§ **Task**
Retype the records below from their first line through the line containing "Digitize the connectivity", and include nothing else.

*** Data

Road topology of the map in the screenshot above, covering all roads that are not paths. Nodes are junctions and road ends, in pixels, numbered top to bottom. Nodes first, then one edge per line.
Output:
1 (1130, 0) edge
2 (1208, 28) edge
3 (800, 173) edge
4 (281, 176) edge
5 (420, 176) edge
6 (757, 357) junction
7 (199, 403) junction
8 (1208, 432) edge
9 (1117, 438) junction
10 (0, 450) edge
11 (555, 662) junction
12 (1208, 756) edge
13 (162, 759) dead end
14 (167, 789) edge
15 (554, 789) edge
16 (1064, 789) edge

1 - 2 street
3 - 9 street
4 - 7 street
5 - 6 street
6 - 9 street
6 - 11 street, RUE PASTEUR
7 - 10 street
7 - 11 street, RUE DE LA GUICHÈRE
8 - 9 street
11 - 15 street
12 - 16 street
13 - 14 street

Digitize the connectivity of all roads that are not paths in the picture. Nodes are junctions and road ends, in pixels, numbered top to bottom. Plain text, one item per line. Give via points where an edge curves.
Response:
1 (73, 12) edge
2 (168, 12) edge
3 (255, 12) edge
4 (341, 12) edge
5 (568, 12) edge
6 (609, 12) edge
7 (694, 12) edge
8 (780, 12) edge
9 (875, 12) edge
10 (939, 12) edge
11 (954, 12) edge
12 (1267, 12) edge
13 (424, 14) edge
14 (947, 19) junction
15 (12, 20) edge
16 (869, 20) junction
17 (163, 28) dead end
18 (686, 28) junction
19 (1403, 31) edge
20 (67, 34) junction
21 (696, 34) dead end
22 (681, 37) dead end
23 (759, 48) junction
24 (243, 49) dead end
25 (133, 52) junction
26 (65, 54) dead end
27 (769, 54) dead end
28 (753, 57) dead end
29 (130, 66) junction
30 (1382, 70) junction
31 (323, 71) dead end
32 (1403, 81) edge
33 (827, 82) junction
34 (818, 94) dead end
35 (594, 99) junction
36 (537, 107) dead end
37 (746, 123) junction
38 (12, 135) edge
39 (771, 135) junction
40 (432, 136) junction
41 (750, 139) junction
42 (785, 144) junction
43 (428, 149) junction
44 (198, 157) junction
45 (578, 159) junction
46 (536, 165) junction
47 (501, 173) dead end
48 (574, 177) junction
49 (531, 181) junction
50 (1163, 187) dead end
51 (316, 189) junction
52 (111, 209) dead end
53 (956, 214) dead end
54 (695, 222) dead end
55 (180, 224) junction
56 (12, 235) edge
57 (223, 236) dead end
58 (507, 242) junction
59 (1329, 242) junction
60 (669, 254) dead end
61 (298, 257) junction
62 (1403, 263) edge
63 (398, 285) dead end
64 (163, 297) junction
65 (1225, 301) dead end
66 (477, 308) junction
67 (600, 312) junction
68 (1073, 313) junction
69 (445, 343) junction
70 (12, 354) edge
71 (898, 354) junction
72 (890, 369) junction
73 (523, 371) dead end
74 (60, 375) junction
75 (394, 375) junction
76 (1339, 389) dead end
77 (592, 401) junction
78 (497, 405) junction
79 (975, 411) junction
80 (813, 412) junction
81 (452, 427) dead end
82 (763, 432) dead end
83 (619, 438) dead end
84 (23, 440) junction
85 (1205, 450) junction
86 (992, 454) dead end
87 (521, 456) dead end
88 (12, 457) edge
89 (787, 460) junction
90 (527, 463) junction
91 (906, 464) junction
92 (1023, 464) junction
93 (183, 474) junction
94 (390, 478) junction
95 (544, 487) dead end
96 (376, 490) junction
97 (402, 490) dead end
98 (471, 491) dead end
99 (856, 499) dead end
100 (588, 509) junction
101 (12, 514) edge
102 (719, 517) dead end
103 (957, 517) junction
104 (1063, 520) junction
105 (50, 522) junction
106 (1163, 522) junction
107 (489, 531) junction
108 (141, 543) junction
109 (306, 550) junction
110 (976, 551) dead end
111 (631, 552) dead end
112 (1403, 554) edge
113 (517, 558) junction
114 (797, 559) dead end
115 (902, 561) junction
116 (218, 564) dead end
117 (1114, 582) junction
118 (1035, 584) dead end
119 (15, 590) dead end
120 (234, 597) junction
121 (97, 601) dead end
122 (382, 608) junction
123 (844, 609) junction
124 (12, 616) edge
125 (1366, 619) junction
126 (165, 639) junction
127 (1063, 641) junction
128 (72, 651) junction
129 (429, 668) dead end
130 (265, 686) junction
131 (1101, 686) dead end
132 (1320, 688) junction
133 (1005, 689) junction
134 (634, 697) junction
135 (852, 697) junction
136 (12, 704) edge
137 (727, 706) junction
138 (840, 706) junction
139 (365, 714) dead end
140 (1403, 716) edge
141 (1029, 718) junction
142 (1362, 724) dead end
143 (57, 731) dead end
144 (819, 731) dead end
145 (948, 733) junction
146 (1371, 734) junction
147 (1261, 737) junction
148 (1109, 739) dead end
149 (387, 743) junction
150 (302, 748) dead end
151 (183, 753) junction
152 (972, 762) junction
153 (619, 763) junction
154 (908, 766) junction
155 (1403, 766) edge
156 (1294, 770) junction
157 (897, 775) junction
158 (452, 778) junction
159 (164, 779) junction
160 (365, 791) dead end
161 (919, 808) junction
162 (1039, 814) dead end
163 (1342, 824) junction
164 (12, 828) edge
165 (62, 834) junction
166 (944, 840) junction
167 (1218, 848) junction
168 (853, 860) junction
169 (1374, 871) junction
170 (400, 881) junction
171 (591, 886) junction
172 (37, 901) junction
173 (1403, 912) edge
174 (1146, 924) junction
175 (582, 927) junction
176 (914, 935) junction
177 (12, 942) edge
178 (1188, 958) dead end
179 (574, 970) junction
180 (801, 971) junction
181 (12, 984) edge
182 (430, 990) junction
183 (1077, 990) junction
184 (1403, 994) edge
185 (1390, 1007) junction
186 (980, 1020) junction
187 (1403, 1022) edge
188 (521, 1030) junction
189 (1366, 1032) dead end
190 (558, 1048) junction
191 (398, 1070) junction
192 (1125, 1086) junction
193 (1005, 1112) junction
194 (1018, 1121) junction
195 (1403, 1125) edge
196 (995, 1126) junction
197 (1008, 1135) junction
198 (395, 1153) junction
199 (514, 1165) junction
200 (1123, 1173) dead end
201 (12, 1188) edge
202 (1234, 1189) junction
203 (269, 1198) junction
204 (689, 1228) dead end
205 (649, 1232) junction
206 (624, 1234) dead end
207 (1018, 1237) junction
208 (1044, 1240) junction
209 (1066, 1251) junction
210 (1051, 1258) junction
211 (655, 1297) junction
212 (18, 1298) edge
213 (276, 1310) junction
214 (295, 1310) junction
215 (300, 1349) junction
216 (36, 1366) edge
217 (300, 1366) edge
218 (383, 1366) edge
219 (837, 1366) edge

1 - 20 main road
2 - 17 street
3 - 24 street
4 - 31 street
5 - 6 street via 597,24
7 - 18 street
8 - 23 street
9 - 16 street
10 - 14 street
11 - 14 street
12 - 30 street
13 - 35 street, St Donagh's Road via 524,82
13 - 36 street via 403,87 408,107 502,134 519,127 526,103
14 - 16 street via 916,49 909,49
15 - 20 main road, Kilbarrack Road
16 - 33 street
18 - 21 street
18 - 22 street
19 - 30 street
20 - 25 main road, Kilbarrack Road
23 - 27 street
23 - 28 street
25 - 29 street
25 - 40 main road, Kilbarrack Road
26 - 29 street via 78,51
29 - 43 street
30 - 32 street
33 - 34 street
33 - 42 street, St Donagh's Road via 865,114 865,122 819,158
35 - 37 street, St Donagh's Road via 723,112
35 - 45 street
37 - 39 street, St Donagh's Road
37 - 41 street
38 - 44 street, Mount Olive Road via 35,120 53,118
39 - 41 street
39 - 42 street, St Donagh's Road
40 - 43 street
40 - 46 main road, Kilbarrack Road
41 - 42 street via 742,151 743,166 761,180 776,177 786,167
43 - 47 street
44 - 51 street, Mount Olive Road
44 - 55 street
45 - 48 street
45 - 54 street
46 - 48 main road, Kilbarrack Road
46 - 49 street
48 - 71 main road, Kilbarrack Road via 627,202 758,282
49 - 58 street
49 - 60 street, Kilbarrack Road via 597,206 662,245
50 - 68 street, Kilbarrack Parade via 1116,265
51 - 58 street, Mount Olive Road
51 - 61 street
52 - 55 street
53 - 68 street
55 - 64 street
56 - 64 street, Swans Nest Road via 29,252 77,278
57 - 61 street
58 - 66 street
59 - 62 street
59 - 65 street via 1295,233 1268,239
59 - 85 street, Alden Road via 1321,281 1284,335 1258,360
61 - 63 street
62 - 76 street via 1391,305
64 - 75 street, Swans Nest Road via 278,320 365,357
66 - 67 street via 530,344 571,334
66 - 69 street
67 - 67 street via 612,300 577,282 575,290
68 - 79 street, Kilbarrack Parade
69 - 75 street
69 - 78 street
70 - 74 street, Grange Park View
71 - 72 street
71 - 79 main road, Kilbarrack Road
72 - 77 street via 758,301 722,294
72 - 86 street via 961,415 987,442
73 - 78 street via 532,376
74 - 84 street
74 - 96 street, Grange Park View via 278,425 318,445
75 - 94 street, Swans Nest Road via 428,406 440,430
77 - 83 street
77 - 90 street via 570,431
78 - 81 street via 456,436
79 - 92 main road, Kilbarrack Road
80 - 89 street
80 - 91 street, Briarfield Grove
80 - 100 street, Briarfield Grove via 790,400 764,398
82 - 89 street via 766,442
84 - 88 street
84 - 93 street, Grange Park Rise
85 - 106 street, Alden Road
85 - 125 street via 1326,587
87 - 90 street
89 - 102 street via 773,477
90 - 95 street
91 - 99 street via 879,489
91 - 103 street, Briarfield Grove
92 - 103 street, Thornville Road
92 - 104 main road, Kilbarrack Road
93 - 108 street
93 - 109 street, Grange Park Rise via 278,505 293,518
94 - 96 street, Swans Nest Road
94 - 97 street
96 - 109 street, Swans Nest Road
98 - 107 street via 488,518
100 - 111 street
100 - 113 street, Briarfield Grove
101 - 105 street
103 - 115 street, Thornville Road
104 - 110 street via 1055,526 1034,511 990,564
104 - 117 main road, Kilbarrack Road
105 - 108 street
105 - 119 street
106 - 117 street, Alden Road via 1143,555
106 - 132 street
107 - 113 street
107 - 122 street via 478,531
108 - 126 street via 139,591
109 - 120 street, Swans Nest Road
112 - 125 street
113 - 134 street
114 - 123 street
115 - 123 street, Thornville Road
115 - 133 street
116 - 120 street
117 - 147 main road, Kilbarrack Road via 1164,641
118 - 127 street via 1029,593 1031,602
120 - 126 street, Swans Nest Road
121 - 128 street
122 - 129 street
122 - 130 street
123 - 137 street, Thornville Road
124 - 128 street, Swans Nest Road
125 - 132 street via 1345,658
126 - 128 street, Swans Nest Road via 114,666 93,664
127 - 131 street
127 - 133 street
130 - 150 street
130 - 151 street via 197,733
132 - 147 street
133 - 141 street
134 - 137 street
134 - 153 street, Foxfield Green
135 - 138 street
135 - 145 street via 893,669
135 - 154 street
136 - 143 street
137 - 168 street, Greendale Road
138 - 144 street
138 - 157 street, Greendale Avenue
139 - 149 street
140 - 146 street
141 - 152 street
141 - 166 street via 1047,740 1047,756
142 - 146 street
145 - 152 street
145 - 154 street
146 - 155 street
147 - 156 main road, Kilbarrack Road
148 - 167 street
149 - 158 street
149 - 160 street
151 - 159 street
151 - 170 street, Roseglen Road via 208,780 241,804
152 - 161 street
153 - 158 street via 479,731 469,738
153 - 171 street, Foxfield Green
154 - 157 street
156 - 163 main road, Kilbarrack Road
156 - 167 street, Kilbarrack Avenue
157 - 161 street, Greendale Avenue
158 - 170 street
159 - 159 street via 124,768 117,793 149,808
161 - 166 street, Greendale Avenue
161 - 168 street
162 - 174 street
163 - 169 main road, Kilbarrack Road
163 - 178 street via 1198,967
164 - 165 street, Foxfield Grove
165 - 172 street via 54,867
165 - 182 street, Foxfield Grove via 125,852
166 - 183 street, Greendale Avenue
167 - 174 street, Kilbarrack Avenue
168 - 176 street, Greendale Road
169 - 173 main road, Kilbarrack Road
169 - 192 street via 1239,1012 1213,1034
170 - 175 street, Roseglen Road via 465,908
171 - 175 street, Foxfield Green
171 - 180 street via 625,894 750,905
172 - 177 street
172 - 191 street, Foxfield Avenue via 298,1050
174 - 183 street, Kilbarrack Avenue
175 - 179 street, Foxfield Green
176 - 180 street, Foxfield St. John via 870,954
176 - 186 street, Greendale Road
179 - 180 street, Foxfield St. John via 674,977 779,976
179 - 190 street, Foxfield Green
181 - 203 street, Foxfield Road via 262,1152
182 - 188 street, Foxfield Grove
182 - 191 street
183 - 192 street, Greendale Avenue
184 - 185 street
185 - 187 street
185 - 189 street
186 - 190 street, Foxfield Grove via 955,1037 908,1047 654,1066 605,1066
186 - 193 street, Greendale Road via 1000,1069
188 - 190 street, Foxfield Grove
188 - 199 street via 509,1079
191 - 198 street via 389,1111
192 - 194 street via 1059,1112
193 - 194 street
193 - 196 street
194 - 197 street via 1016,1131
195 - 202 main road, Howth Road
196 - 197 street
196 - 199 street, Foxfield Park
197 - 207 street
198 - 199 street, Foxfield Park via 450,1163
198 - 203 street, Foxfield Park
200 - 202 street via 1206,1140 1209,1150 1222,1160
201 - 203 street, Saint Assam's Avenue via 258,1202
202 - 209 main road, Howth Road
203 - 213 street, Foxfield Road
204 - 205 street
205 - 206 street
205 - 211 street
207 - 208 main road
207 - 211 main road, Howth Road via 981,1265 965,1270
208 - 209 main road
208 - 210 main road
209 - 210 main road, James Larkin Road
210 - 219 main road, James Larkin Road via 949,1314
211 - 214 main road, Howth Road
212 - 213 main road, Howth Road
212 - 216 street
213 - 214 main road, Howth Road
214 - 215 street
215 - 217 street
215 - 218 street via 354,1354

******

§ **Written solution**
Road topology of the map in the screenshot above, covering all roads that are not paths. Nodes are junctions and road ends, in pixels, numbered top to bottom. Nodes first, then one edge per line.
Output:
1 (1130, 0) edge
2 (1208, 28) edge
3 (800, 173) edge
4 (281, 176) edge
5 (420, 176) edge
6 (757, 357) junction
7 (199, 403) junction
8 (1208, 432) edge
9 (1117, 438) junction
10 (0, 450) edge
11 (555, 662) junction
12 (1208, 756) edge
13 (162, 759) dead end
14 (167, 789) edge
15 (554, 789) edge
16 (1064, 789) edge

1 - 2 street
3 - 9 street
4 - 7 street
5 - 6 street
6 - 9 street
6 - 11 street, RUE PASTEUR
7 - 10 street
7 - 11 street, RUE DE LA GUICHÈRE
8 - 9 street
11 - 15 street
12 - 16 street
13 - 14 street

Digitize the connectivity of all roads that are not paths in the picture. Nodes are junctions and road ends, in pixels, numbered top to bottom. Plain text, one item per line. Give via points where an edge curves.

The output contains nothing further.